DATA TO USE
■ ■ ■
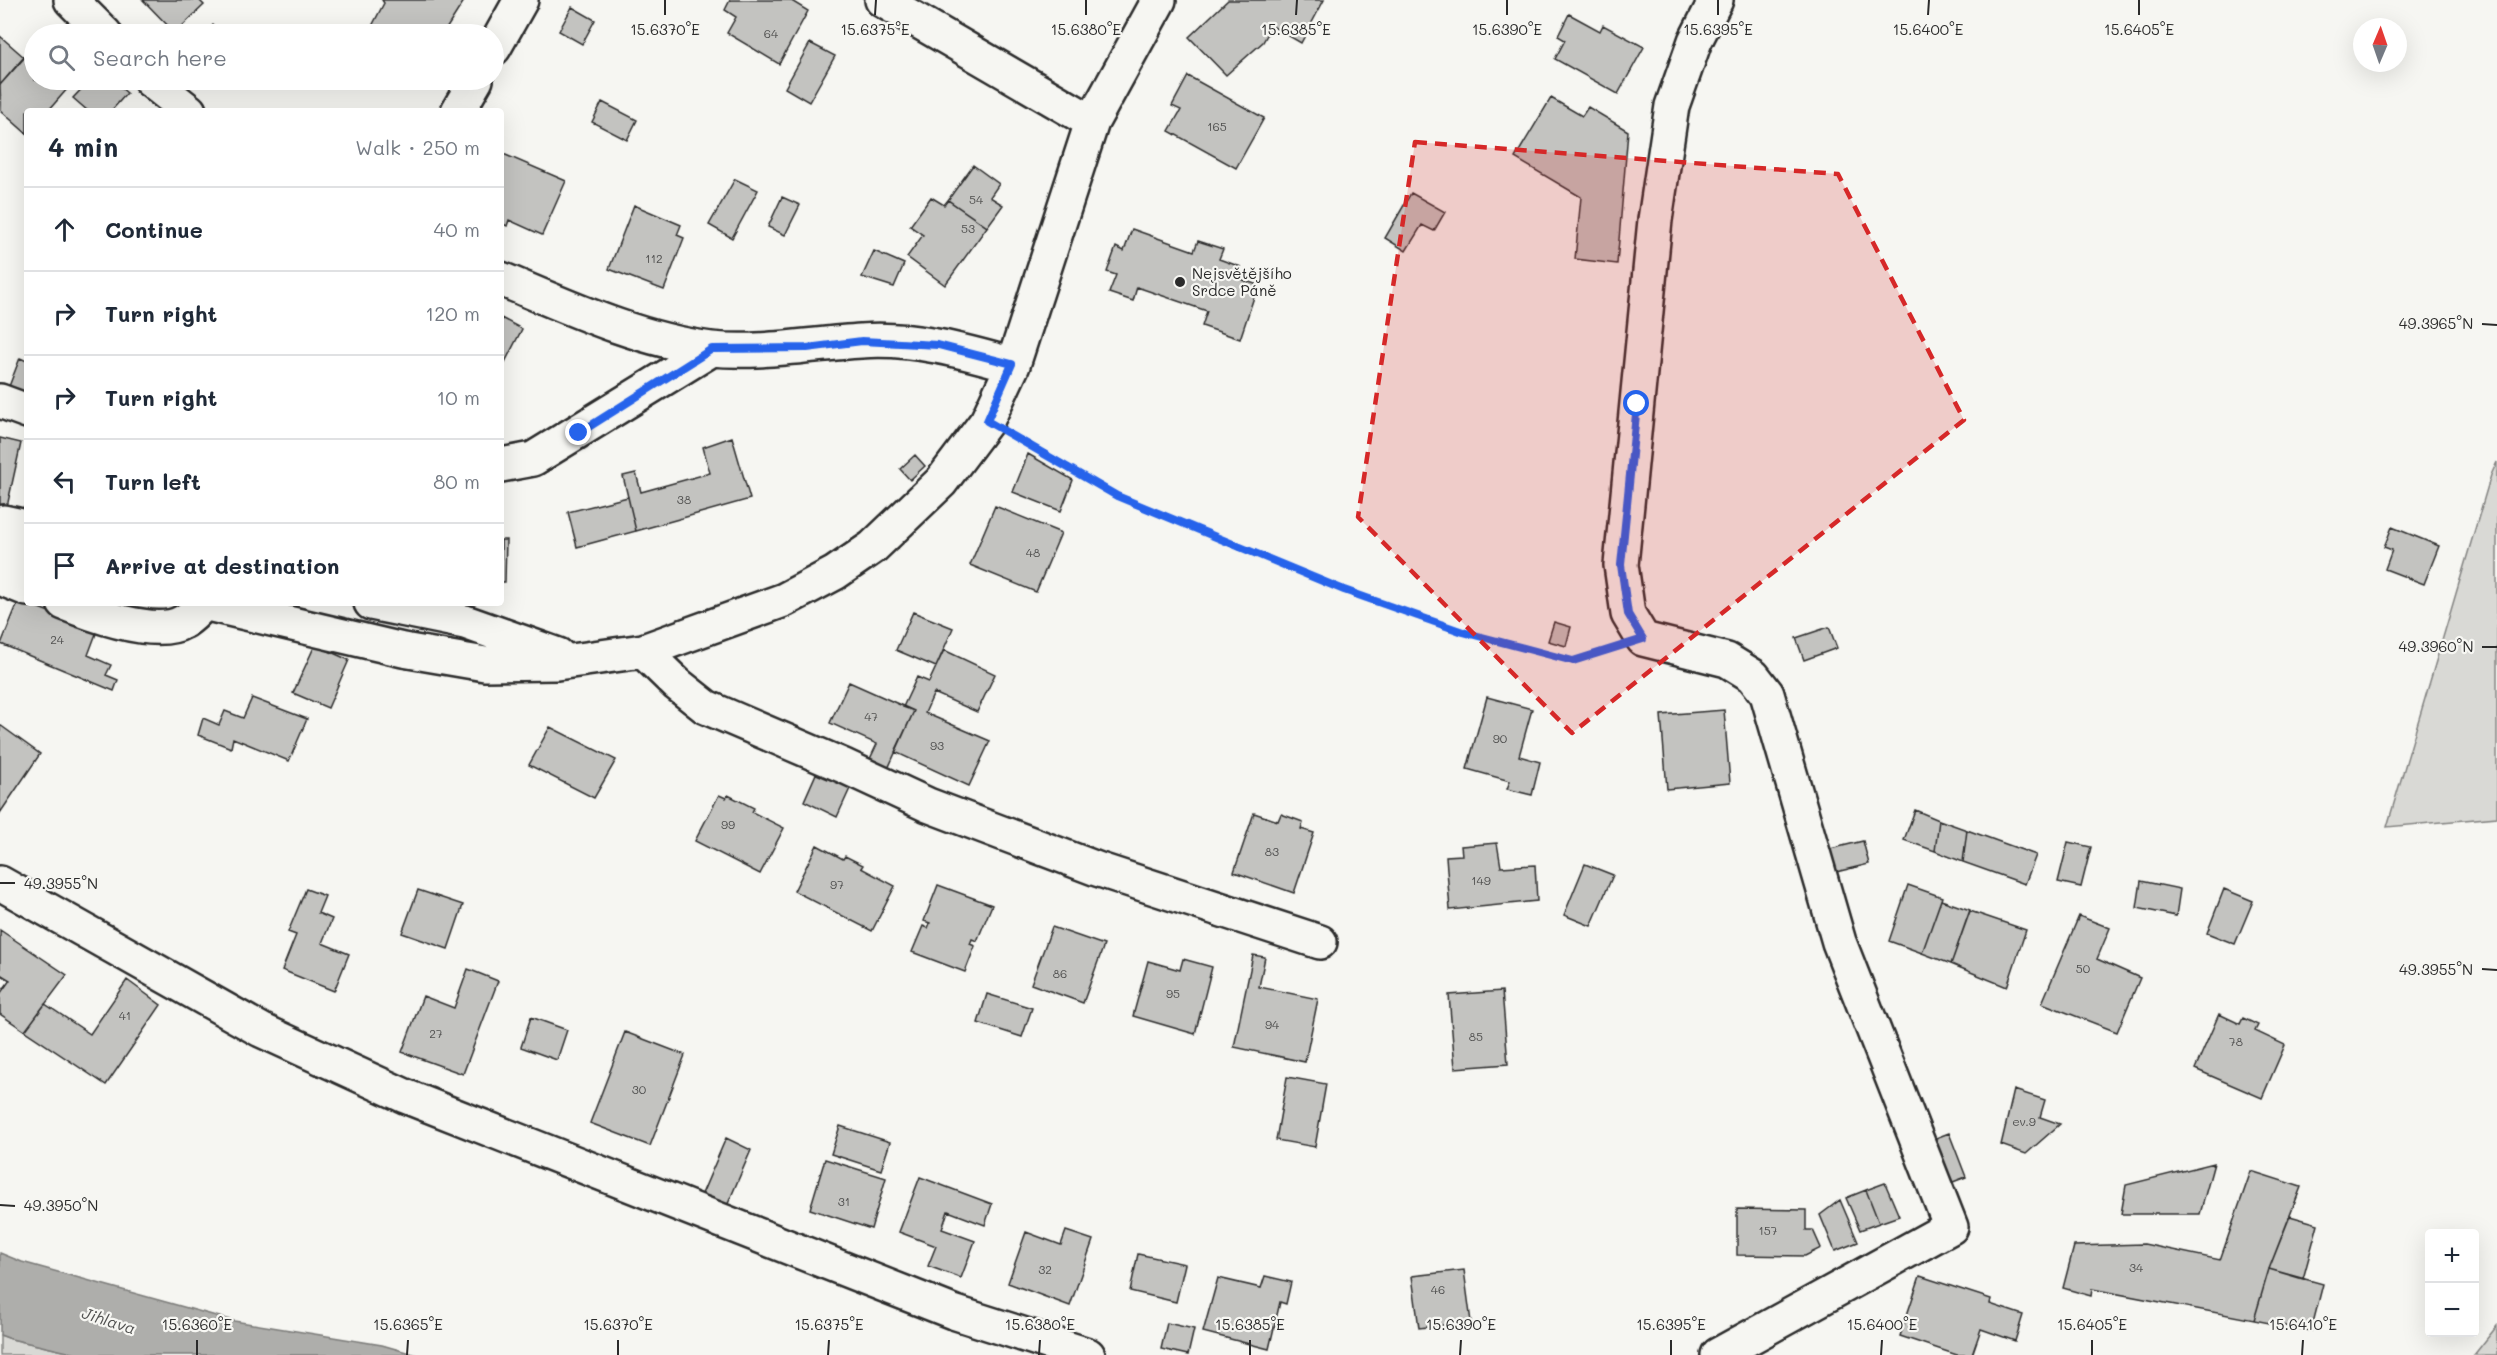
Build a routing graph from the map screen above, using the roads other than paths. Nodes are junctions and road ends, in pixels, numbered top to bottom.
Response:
■ ■ ■
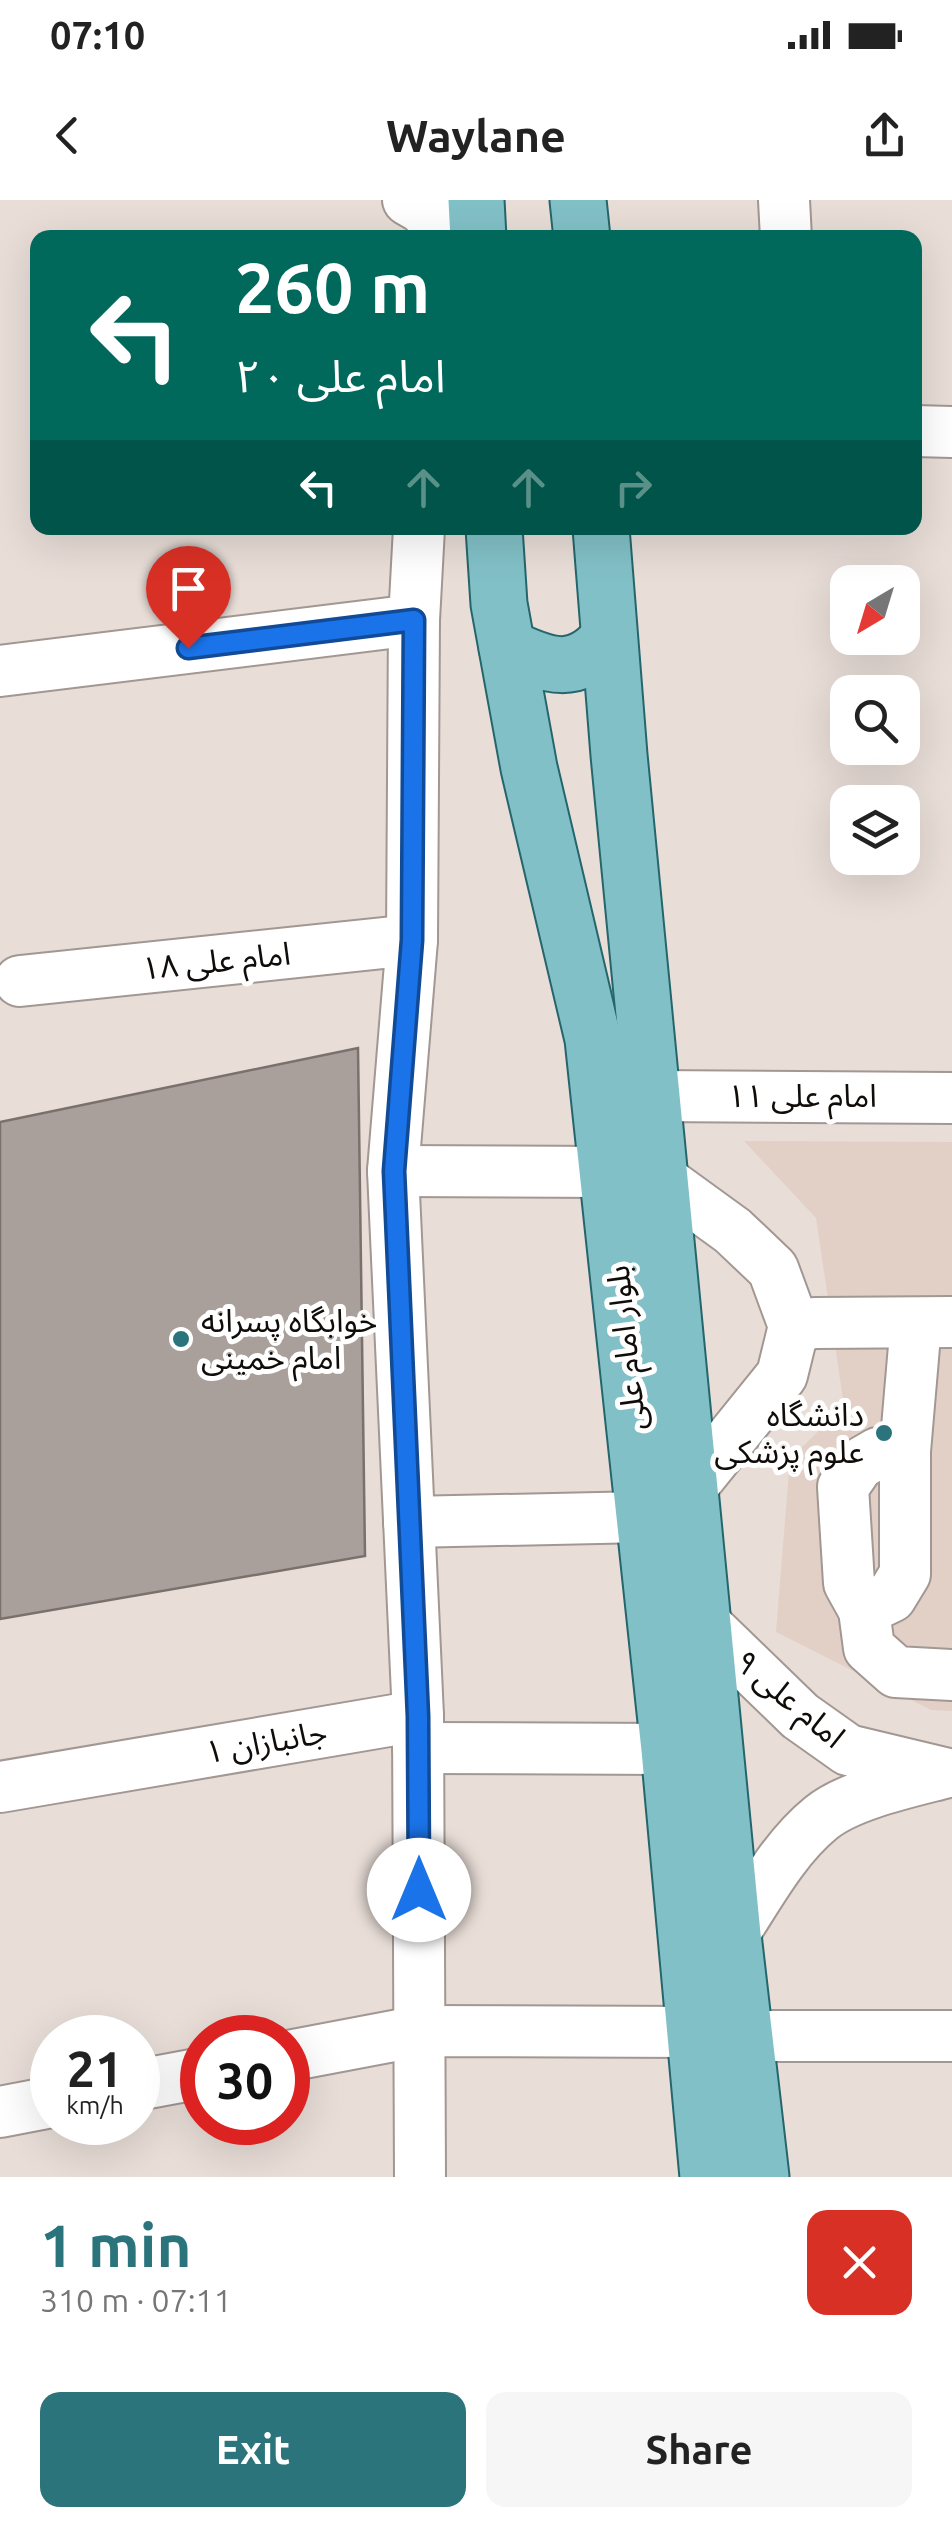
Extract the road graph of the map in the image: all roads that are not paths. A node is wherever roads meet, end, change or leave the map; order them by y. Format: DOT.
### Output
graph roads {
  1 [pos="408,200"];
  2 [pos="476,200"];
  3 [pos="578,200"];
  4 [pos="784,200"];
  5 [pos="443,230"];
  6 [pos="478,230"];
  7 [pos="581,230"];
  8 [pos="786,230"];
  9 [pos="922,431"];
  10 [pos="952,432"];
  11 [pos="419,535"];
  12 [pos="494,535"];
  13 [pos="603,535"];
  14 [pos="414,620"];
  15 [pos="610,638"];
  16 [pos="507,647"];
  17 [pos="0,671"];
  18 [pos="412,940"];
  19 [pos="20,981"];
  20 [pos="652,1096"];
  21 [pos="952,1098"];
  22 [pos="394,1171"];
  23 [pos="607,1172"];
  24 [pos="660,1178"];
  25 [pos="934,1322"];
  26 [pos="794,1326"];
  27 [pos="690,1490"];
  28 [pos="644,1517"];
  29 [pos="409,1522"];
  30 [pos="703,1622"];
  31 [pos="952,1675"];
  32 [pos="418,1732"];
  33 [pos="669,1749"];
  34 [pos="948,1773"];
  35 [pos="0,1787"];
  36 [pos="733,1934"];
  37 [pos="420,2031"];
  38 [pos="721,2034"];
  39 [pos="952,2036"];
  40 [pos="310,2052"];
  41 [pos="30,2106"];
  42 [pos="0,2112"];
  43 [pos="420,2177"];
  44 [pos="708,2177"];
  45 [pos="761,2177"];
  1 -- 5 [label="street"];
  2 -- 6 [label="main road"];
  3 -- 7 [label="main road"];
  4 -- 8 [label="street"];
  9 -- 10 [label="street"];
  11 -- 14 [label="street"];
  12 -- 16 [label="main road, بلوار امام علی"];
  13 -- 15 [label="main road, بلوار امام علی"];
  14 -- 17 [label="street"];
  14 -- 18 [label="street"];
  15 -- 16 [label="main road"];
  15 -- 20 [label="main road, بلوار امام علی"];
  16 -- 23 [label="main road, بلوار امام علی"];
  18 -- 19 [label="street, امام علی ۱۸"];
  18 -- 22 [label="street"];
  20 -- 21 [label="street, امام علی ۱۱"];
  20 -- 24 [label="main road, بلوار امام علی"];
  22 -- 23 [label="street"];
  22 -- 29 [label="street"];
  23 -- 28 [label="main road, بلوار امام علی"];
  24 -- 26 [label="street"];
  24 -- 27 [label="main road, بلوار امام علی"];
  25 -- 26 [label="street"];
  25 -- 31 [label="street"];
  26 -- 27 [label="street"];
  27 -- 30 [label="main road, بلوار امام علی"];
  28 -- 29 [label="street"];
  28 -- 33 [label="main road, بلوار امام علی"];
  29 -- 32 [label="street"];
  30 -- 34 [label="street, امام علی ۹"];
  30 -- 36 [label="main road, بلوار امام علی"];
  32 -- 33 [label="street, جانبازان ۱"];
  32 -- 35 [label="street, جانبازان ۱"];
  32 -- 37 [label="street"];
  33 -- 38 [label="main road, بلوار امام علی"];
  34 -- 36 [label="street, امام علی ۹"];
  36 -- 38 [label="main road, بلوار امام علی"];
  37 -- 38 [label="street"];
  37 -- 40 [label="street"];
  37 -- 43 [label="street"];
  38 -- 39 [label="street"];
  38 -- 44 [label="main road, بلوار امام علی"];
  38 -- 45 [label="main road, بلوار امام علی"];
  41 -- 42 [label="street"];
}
■ ■ ■
WHAT THIS TASK INVOLVES
Please give the number of lines in the data above where the word "paths" appears, and nothing besides.

TASK RESPONSE
2